There is little evidence so far that either the Delta variant or inflation is making a dent in consumer demand overall. Consumer spending rose 2.8 per cent in the second quarter, and more recent private sector data has yet to show a significant slowdown.
Spending on services was particularly robust in the second quarter as widespread vaccinations and falling virus cases led Americans to return to restaurants, nail salons and other in-person activities. But spending on goods remained strong as well, reflecting the healthy financial position of many households after successive rounds of government aid, said Ms Aneta Markowska, chief financial economist for Jefferies, an investment bank.
Personal income after taxes fell from the first quarter, when stimulus payments provided a temporary lift, but is still 6.4 per cent above its pre-pandemic level after adjusting for inflation. And Americans are collectively sitting on trillions more in savings than they had before the pandemic.
“The story of the last two decades was that every time you got a price increase somewhere, it caused immediate demand destruction because household incomes and balance sheets were so constrained,” Ms Markowska said. “Today that’s not the case. Household finances are in the best shape they’ve been in decades.” Still, the recovery has been highly unequal.
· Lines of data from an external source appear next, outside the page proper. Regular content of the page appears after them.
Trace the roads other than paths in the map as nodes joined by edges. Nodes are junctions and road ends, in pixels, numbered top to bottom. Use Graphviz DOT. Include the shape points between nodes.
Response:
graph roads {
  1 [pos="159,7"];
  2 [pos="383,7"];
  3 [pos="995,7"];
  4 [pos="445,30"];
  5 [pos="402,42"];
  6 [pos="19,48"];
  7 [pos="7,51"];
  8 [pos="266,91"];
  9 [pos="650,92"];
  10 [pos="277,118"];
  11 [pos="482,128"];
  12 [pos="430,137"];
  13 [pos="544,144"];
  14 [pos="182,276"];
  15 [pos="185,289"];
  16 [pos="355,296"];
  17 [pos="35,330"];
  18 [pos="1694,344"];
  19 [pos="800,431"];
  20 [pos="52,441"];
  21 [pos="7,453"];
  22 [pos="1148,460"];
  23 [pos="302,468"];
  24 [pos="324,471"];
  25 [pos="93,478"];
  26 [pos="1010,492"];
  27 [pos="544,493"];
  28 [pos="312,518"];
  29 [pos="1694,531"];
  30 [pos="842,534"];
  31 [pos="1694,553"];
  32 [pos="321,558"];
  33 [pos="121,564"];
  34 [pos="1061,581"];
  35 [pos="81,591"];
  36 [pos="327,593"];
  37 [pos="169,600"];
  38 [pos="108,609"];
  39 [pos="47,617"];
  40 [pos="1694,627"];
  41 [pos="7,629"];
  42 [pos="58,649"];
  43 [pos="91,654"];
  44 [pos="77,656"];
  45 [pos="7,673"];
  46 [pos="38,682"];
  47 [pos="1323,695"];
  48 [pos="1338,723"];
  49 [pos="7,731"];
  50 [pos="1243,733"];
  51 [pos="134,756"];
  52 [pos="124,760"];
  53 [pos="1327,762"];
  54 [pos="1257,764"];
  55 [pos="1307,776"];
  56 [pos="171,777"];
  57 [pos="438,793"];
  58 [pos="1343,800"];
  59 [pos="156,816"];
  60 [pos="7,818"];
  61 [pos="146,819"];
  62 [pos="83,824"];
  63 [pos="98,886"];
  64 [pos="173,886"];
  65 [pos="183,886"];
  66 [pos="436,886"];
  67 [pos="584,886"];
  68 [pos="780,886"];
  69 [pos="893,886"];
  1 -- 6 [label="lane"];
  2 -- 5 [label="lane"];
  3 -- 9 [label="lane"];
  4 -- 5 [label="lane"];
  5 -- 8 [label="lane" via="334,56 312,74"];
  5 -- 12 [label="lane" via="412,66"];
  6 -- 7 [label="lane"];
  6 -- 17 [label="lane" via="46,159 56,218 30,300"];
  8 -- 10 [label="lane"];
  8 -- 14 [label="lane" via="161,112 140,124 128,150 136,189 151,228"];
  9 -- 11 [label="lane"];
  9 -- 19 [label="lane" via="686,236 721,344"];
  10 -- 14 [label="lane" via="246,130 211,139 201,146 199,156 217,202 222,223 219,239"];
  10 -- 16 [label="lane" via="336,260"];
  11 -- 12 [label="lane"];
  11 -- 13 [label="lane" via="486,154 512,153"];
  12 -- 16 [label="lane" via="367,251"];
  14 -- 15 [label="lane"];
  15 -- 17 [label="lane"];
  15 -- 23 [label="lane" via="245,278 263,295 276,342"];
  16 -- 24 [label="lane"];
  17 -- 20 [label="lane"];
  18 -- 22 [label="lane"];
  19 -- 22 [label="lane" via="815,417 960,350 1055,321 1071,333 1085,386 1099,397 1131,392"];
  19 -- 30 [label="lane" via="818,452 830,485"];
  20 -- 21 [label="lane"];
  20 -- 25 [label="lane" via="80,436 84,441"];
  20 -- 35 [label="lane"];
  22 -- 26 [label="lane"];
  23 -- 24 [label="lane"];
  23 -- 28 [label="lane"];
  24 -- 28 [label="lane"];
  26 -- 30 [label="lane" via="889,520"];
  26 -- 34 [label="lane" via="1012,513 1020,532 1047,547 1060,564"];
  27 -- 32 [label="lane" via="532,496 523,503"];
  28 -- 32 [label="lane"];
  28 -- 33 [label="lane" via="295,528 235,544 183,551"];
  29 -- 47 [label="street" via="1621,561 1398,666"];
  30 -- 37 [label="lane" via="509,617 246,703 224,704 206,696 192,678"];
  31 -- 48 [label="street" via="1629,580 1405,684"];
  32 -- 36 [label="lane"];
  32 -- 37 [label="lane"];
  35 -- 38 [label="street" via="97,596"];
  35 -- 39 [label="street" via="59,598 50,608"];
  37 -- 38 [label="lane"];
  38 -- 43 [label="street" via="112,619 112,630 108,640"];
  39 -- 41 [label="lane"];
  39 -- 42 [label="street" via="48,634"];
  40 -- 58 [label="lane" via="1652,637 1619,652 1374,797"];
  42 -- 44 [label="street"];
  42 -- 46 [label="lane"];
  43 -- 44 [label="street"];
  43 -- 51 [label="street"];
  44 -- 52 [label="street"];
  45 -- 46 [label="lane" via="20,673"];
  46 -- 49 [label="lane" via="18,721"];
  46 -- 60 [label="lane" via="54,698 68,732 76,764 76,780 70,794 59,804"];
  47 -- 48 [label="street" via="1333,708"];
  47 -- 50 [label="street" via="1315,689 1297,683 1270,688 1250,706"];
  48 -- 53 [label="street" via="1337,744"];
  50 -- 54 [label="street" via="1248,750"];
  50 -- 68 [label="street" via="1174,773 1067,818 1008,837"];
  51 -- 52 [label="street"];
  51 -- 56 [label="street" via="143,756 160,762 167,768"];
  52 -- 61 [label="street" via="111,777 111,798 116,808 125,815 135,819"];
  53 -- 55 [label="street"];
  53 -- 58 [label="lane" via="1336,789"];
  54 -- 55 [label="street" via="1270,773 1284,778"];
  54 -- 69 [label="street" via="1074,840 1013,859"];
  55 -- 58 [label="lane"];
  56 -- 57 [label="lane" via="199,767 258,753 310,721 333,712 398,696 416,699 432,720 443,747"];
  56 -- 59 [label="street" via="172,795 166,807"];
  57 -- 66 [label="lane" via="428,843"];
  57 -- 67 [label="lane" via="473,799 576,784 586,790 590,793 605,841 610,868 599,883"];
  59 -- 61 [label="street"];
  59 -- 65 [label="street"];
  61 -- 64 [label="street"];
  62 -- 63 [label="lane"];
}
Data from Affinity Solutions, which tracks the credit and debit card transactions of 90 million US consumers, shows that recent increases in spending have been driven by high-income households. Employment among people with a college degree – many of whom could work from home – fell less in the pandemic and has already returned to its previous level, while employment among those with a high school diploma or less remains millions of jobs below that benchmark.
“The people who were working and did not have an interruption in their pay were able to save more money and now have this pent-up demand,” said Dr Kristen Broady, a Dillard University economist and a fellow at the Brookings Institution. For low-income households that fell behind on rent or bills during the pandemic, she said, “their situation is even worse than it was before”.
And this time, workers and businesses may have to face the pandemic without much help from the federal government. Roughly half the states have cut off enhanced unemployment benefits in recent weeks, and the programmes are set to end nationally next month. A programme to protect pay cheques, which helped thousands of small businesses weather the crisis, is winding down. A federal eviction moratorium is due to end this week. And there is no sign that Congress intends to pass a fourth round of direct cheques to households.
Dr Nela Richardson, chief economist for ADP, the payroll processing firm, said the second quarter might stand as a high-water mark for the recovery, when federal aid was still flowing and when vaccinations and the lifting of restrictions gave people an opportunity to spend.
“All the winds were going in one direction, which was to push the economy forward,” she said. “The more interesting question is: Where do we go from here?”